Task requirements: Find all lines with the word "SHER" in the material, then copy them.

Source records:
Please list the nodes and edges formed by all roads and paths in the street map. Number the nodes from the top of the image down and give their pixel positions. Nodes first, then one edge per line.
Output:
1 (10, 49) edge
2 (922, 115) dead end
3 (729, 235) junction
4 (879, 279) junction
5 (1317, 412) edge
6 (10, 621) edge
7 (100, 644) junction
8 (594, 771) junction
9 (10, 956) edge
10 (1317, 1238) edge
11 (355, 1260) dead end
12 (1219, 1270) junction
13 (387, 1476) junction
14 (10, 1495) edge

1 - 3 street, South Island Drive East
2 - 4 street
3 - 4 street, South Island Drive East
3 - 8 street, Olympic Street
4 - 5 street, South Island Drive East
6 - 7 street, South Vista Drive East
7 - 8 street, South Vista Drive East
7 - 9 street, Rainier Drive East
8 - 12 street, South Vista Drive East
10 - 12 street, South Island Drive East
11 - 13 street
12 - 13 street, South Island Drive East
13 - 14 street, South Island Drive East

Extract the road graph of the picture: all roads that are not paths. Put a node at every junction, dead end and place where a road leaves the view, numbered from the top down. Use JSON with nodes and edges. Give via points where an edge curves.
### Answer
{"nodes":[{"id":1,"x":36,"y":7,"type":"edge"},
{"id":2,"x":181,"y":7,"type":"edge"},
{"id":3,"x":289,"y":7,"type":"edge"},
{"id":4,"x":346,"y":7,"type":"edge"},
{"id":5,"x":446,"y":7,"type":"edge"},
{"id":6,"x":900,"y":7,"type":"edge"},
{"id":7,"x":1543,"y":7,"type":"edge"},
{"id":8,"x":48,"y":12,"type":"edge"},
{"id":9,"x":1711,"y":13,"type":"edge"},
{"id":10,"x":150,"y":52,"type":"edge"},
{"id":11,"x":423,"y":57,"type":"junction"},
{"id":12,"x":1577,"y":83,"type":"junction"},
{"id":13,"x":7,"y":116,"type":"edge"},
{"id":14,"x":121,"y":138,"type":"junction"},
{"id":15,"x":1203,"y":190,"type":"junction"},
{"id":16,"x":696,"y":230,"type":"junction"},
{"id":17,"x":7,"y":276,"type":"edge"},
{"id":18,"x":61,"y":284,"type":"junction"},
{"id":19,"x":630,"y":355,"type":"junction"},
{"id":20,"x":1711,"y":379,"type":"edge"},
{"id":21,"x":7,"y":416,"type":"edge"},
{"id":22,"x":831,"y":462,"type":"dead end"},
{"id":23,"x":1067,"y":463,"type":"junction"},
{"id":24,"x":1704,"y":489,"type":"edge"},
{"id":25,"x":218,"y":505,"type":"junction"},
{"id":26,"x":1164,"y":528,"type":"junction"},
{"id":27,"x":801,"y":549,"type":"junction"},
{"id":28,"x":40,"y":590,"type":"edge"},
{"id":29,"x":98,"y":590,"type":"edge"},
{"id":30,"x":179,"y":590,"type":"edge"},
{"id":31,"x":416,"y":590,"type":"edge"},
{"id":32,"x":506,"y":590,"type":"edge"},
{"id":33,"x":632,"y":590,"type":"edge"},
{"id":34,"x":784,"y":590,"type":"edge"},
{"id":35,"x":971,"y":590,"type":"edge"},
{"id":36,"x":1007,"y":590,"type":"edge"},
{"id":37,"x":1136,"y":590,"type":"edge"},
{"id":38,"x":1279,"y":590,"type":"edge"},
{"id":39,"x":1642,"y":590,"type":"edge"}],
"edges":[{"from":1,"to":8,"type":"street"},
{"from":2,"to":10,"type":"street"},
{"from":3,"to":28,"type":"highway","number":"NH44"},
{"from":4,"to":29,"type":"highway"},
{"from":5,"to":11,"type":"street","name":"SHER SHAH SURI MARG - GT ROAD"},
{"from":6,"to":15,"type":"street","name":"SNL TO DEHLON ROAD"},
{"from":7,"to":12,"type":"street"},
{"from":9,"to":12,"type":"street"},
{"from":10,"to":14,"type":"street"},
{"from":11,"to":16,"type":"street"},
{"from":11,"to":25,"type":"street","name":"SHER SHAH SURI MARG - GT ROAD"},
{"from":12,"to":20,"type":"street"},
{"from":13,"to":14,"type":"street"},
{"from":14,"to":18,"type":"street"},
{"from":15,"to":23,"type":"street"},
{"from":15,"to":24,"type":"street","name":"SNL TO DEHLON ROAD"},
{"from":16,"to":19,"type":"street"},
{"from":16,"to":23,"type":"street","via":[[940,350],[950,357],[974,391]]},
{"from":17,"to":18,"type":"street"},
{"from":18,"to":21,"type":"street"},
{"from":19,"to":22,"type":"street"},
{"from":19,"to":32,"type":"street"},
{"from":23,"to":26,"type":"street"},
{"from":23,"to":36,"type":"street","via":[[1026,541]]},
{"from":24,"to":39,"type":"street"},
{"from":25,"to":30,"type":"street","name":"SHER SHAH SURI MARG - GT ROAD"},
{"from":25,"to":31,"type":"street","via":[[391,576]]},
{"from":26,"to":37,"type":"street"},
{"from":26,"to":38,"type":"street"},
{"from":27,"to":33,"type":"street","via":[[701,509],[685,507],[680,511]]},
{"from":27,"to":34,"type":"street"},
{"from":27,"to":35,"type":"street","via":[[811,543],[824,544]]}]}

Response:
{"from":5,"to":11,"type":"street","name":"SHER SHAH SURI MARG - GT ROAD"},
{"from":11,"to":25,"type":"street","name":"SHER SHAH SURI MARG - GT ROAD"},
{"from":25,"to":30,"type":"street","name":"SHER SHAH SURI MARG - GT ROAD"},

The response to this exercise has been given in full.